> [Collected data]:
━━━━━━━━━━━━━━━━━━━━━━━━━━━━━━
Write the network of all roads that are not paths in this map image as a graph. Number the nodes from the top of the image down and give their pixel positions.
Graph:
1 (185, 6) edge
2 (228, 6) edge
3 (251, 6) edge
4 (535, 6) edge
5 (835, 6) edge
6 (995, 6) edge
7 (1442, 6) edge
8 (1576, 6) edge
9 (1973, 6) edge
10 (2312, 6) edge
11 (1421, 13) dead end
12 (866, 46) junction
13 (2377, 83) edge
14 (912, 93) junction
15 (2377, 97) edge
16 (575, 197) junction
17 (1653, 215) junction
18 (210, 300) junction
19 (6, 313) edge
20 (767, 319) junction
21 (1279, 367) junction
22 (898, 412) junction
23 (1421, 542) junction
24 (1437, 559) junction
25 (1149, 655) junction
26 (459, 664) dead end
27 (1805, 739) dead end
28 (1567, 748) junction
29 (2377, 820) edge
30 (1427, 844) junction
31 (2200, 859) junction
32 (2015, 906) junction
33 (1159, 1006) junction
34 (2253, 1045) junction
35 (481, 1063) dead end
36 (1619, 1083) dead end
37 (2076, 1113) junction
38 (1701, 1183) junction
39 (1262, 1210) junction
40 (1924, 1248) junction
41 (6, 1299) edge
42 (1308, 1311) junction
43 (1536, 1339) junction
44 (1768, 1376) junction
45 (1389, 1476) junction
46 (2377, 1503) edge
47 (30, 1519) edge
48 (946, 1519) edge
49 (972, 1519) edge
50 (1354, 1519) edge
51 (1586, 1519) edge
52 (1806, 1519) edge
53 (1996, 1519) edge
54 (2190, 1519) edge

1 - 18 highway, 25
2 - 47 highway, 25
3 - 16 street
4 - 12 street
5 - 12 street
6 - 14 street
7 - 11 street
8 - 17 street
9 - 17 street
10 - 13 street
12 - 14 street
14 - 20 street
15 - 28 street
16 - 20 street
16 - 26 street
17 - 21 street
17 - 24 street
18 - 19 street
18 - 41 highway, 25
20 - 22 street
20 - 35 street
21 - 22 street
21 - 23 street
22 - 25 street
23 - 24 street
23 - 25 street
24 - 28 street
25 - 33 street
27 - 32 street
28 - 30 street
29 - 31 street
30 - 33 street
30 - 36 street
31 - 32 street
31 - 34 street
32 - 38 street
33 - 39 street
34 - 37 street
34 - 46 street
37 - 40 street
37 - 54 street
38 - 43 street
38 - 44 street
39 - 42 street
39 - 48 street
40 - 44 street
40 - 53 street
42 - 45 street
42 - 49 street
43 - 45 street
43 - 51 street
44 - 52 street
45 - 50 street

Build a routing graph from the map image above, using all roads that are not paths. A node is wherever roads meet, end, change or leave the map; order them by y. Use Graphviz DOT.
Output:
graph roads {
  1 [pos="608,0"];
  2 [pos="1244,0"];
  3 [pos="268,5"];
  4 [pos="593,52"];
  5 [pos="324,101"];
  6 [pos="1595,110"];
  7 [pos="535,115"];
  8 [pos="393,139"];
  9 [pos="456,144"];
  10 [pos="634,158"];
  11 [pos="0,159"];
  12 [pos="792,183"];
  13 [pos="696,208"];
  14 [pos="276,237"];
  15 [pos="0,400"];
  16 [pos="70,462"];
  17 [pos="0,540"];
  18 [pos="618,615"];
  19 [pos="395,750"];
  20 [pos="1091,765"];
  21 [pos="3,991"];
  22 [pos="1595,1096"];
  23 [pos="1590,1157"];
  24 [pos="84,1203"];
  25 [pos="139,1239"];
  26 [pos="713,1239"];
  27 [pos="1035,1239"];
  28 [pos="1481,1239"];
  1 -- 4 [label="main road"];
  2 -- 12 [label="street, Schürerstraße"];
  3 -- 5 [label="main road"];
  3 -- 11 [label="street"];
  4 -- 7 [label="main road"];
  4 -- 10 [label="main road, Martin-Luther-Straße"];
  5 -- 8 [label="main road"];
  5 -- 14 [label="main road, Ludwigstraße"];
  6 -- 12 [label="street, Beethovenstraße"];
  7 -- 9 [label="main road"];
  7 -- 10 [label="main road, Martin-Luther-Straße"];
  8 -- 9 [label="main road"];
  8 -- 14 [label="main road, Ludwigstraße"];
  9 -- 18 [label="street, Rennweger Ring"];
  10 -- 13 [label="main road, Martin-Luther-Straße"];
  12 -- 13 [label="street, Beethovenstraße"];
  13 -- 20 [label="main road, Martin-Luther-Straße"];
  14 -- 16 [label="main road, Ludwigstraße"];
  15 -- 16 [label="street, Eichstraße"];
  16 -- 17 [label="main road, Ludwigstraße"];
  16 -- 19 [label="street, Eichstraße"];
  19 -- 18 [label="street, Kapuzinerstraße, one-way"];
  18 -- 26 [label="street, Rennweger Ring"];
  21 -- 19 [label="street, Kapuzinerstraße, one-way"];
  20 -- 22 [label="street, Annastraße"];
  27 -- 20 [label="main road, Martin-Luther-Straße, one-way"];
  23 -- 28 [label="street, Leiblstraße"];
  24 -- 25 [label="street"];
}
━━━━━━━━━━━━━━━━━━━━━━━━━━━━━━
> [To do]: The records above should be transcribed in full, with no differences.

> [Response area]:
Write the network of all roads that are not paths in this map image as a graph. Number the nodes from the top of the image down and give their pixel positions.
Graph:
1 (185, 6) edge
2 (228, 6) edge
3 (251, 6) edge
4 (535, 6) edge
5 (835, 6) edge
6 (995, 6) edge
7 (1442, 6) edge
8 (1576, 6) edge
9 (1973, 6) edge
10 (2312, 6) edge
11 (1421, 13) dead end
12 (866, 46) junction
13 (2377, 83) edge
14 (912, 93) junction
15 (2377, 97) edge
16 (575, 197) junction
17 (1653, 215) junction
18 (210, 300) junction
19 (6, 313) edge
20 (767, 319) junction
21 (1279, 367) junction
22 (898, 412) junction
23 (1421, 542) junction
24 (1437, 559) junction
25 (1149, 655) junction
26 (459, 664) dead end
27 (1805, 739) dead end
28 (1567, 748) junction
29 (2377, 820) edge
30 (1427, 844) junction
31 (2200, 859) junction
32 (2015, 906) junction
33 (1159, 1006) junction
34 (2253, 1045) junction
35 (481, 1063) dead end
36 (1619, 1083) dead end
37 (2076, 1113) junction
38 (1701, 1183) junction
39 (1262, 1210) junction
40 (1924, 1248) junction
41 (6, 1299) edge
42 (1308, 1311) junction
43 (1536, 1339) junction
44 (1768, 1376) junction
45 (1389, 1476) junction
46 (2377, 1503) edge
47 (30, 1519) edge
48 (946, 1519) edge
49 (972, 1519) edge
50 (1354, 1519) edge
51 (1586, 1519) edge
52 (1806, 1519) edge
53 (1996, 1519) edge
54 (2190, 1519) edge

1 - 18 highway, 25
2 - 47 highway, 25
3 - 16 street
4 - 12 street
5 - 12 street
6 - 14 street
7 - 11 street
8 - 17 street
9 - 17 street
10 - 13 street
12 - 14 street
14 - 20 street
15 - 28 street
16 - 20 street
16 - 26 street
17 - 21 street
17 - 24 street
18 - 19 street
18 - 41 highway, 25
20 - 22 street
20 - 35 street
21 - 22 street
21 - 23 street
22 - 25 street
23 - 24 street
23 - 25 street
24 - 28 street
25 - 33 street
27 - 32 street
28 - 30 street
29 - 31 street
30 - 33 street
30 - 36 street
31 - 32 street
31 - 34 street
32 - 38 street
33 - 39 street
34 - 37 street
34 - 46 street
37 - 40 street
37 - 54 street
38 - 43 street
38 - 44 street
39 - 42 street
39 - 48 street
40 - 44 street
40 - 53 street
42 - 45 street
42 - 49 street
43 - 45 street
43 - 51 street
44 - 52 street
45 - 50 street

Build a routing graph from the map image above, using all roads that are not paths. A node is wherever roads meet, end, change or leave the map; order them by y. Use Graphviz DOT.
Output:
graph roads {
  1 [pos="608,0"];
  2 [pos="1244,0"];
  3 [pos="268,5"];
  4 [pos="593,52"];
  5 [pos="324,101"];
  6 [pos="1595,110"];
  7 [pos="535,115"];
  8 [pos="393,139"];
  9 [pos="456,144"];
  10 [pos="634,158"];
  11 [pos="0,159"];
  12 [pos="792,183"];
  13 [pos="696,208"];
  14 [pos="276,237"];
  15 [pos="0,400"];
  16 [pos="70,462"];
  17 [pos="0,540"];
  18 [pos="618,615"];
  19 [pos="395,750"];
  20 [pos="1091,765"];
  21 [pos="3,991"];
  22 [pos="1595,1096"];
  23 [pos="1590,1157"];
  24 [pos="84,1203"];
  25 [pos="139,1239"];
  26 [pos="713,1239"];
  27 [pos="1035,1239"];
  28 [pos="1481,1239"];
  1 -- 4 [label="main road"];
  2 -- 12 [label="street, Schürerstraße"];
  3 -- 5 [label="main road"];
  3 -- 11 [label="street"];
  4 -- 7 [label="main road"];
  4 -- 10 [label="main road, Martin-Luther-Straße"];
  5 -- 8 [label="main road"];
  5 -- 14 [label="main road, Ludwigstraße"];
  6 -- 12 [label="street, Beethovenstraße"];
  7 -- 9 [label="main road"];
  7 -- 10 [label="main road, Martin-Luther-Straße"];
  8 -- 9 [label="main road"];
  8 -- 14 [label="main road, Ludwigstraße"];
  9 -- 18 [label="street, Rennweger Ring"];
  10 -- 13 [label="main road, Martin-Luther-Straße"];
  12 -- 13 [label="street, Beethovenstraße"];
  13 -- 20 [label="main road, Martin-Luther-Straße"];
  14 -- 16 [label="main road, Ludwigstraße"];
  15 -- 16 [label="street, Eichstraße"];
  16 -- 17 [label="main road, Ludwigstraße"];
  16 -- 19 [label="street, Eichstraße"];
  19 -- 18 [label="street, Kapuzinerstraße, one-way"];
  18 -- 26 [label="street, Rennweger Ring"];
  21 -- 19 [label="street, Kapuzinerstraße, one-way"];
  20 -- 22 [label="street, Annastraße"];
  27 -- 20 [label="main road, Martin-Luther-Straße, one-way"];
  23 -- 28 [label="street, Leiblstraße"];
  24 -- 25 [label="street"];
}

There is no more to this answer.